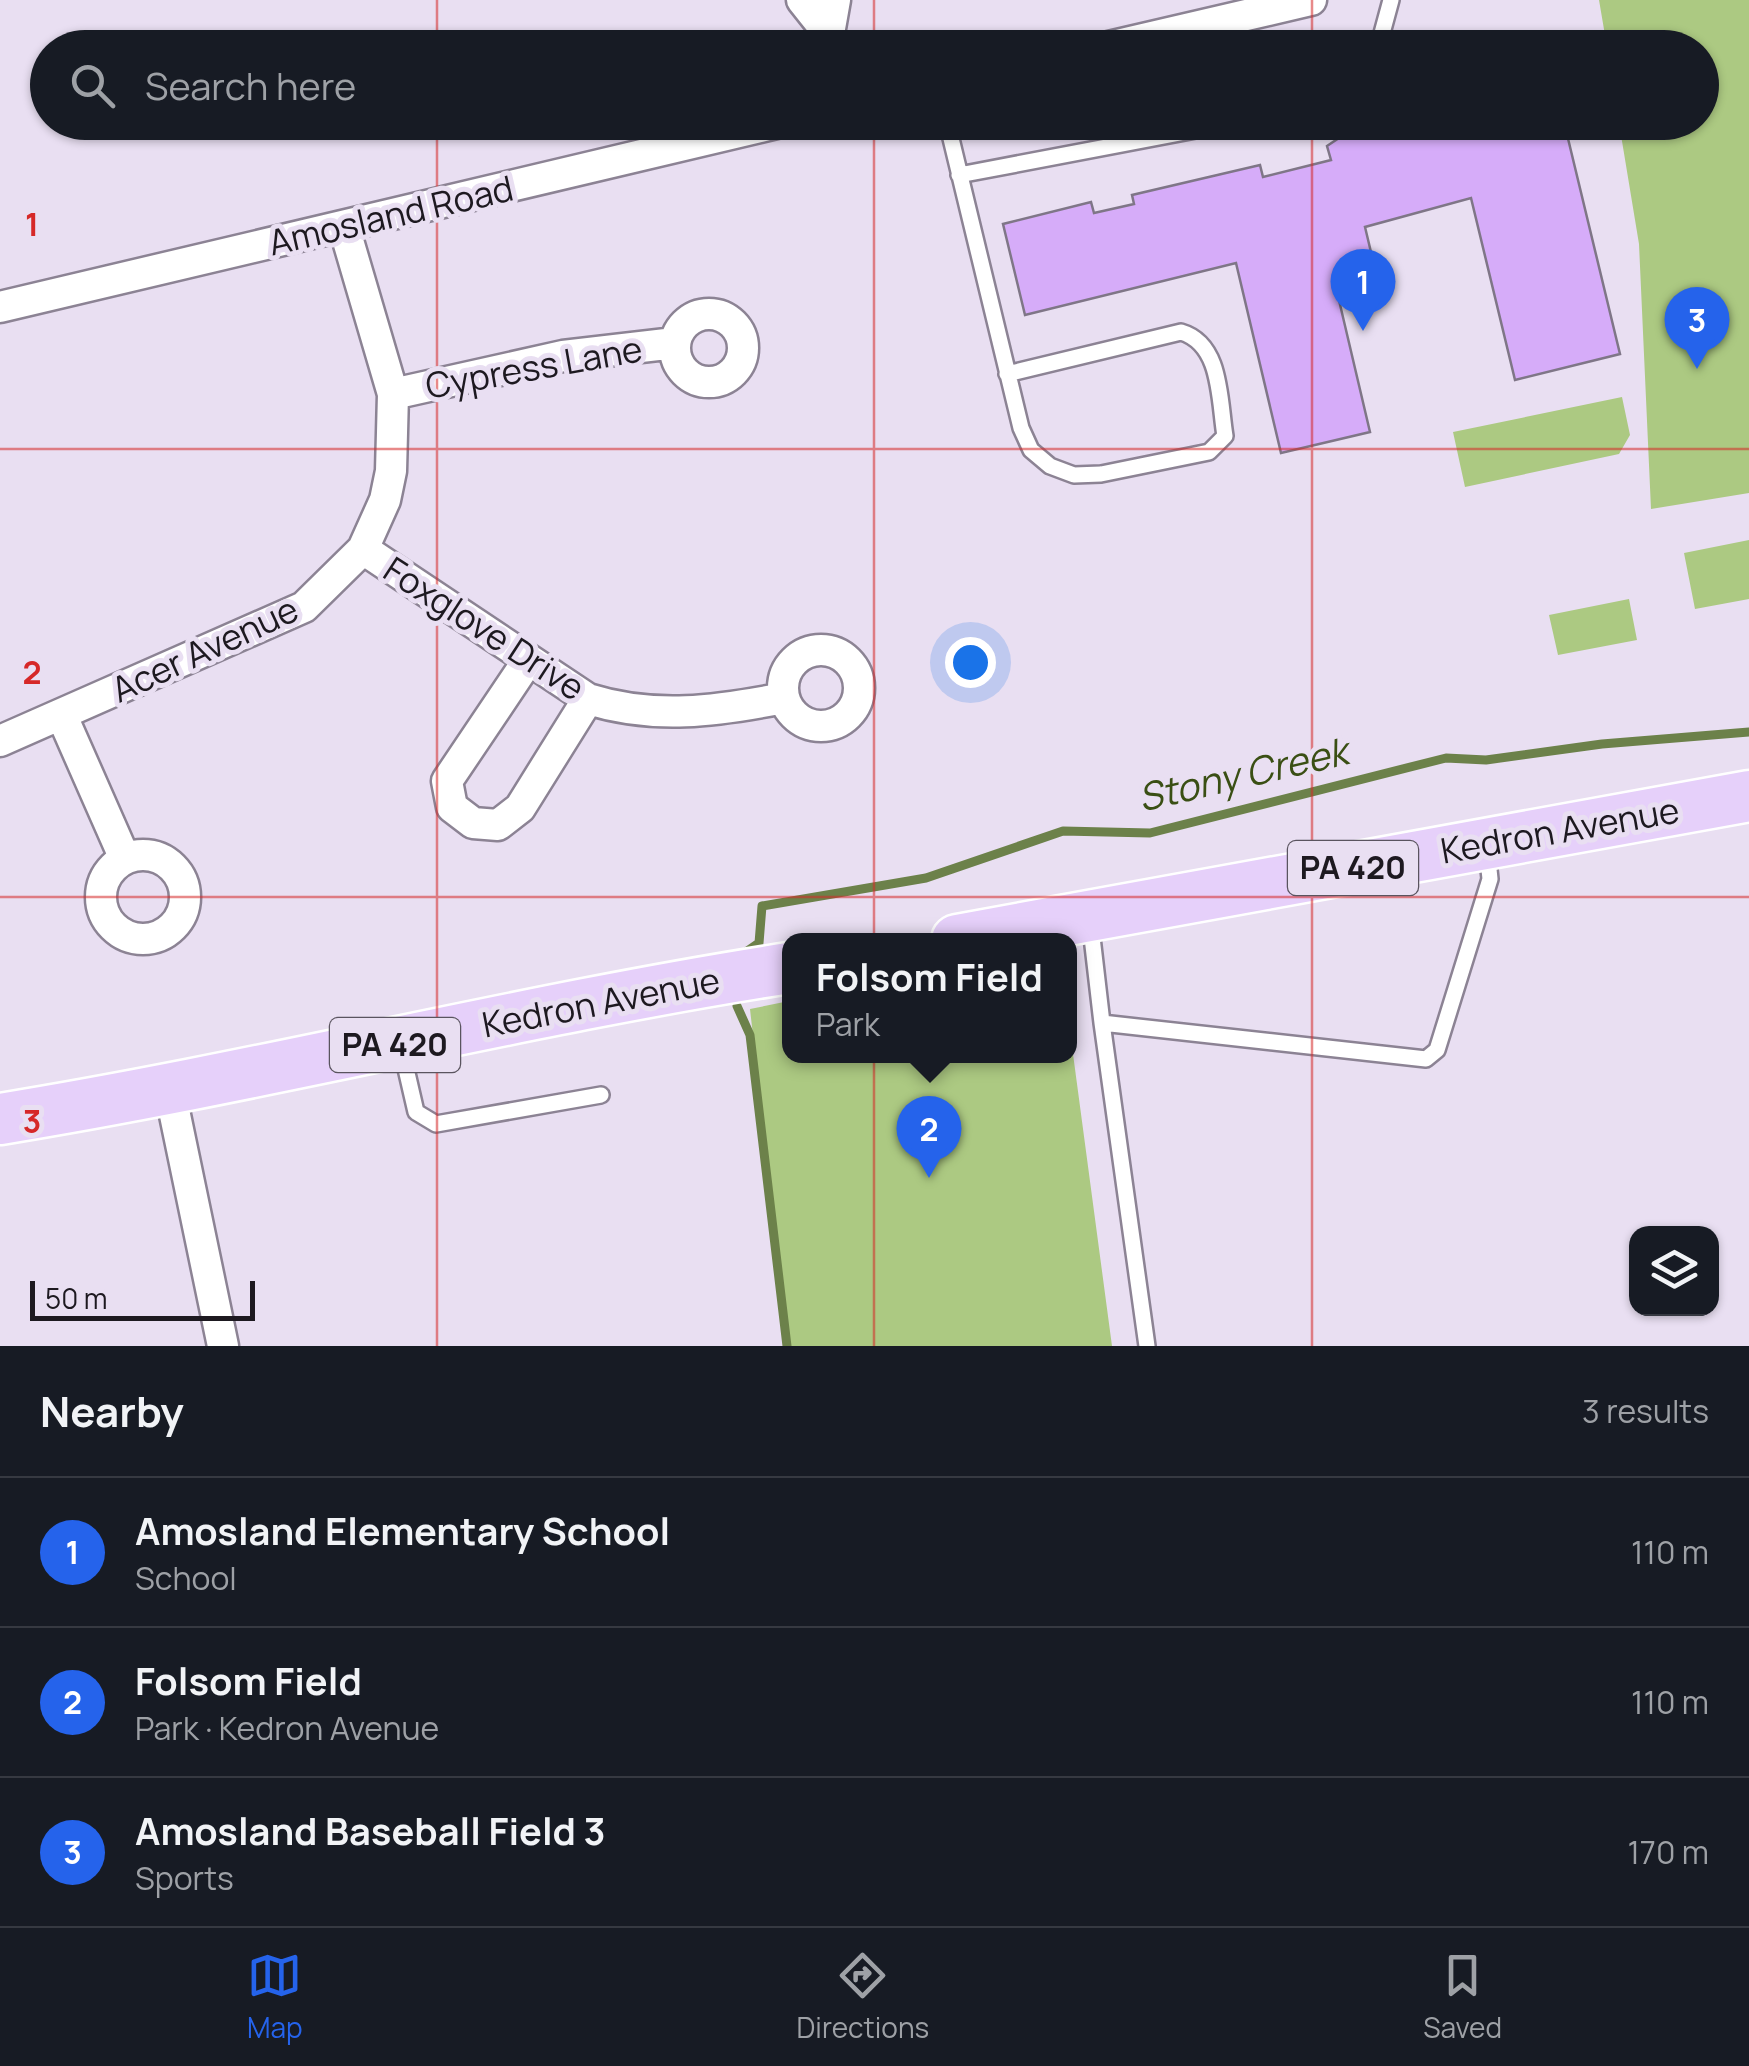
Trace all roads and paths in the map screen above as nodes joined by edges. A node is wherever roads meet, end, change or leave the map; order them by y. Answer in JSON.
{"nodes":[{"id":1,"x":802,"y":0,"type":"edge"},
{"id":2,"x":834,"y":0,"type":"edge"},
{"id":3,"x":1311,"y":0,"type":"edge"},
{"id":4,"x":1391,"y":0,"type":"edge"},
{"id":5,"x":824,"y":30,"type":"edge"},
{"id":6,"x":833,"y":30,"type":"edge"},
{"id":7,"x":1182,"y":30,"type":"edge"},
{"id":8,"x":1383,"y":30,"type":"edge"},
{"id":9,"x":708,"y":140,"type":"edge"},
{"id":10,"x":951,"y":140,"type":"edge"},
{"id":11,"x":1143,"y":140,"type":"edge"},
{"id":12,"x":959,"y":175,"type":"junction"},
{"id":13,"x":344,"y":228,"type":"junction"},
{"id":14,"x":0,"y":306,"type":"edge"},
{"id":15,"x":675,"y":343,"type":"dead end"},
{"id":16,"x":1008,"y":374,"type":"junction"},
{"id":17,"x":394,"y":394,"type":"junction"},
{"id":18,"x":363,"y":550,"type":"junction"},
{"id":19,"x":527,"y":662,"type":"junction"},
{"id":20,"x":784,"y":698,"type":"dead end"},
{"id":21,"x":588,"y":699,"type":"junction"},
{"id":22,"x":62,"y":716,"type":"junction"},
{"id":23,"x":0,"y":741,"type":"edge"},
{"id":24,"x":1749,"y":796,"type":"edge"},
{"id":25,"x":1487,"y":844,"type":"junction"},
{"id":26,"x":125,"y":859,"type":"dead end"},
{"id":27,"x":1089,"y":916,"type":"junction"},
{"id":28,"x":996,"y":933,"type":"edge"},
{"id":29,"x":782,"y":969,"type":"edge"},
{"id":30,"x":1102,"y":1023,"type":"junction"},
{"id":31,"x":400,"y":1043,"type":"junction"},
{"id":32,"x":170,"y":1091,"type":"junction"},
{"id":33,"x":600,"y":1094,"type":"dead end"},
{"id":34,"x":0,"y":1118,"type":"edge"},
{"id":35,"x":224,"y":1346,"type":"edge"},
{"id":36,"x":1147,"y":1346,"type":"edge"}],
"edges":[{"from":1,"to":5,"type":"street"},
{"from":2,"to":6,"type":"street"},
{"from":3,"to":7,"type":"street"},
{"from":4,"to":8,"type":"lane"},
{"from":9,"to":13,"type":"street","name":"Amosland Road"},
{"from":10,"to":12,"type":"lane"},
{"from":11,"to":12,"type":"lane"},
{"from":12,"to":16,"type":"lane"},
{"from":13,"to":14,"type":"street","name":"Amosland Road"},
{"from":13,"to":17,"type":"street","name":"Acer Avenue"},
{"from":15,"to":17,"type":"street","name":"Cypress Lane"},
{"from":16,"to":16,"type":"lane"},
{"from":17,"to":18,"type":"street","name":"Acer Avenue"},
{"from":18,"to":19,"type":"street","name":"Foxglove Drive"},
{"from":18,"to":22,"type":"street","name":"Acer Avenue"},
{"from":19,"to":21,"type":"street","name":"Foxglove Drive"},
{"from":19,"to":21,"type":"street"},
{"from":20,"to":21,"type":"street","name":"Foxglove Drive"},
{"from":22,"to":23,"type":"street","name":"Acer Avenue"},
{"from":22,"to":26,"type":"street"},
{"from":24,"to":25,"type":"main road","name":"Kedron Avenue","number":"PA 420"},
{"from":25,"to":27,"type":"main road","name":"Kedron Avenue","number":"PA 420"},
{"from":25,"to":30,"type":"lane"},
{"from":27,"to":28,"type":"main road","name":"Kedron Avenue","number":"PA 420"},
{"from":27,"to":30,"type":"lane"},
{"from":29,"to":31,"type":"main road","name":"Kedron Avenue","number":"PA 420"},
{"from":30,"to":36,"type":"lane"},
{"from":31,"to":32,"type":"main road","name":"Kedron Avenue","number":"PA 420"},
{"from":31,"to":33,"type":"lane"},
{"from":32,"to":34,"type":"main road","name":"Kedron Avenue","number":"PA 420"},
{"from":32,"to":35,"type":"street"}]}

* * * *

WORK REQUEST:
Among the lines above, please count those that contain the string "Acer" and write the number by itself.

ANSWER AREA:
4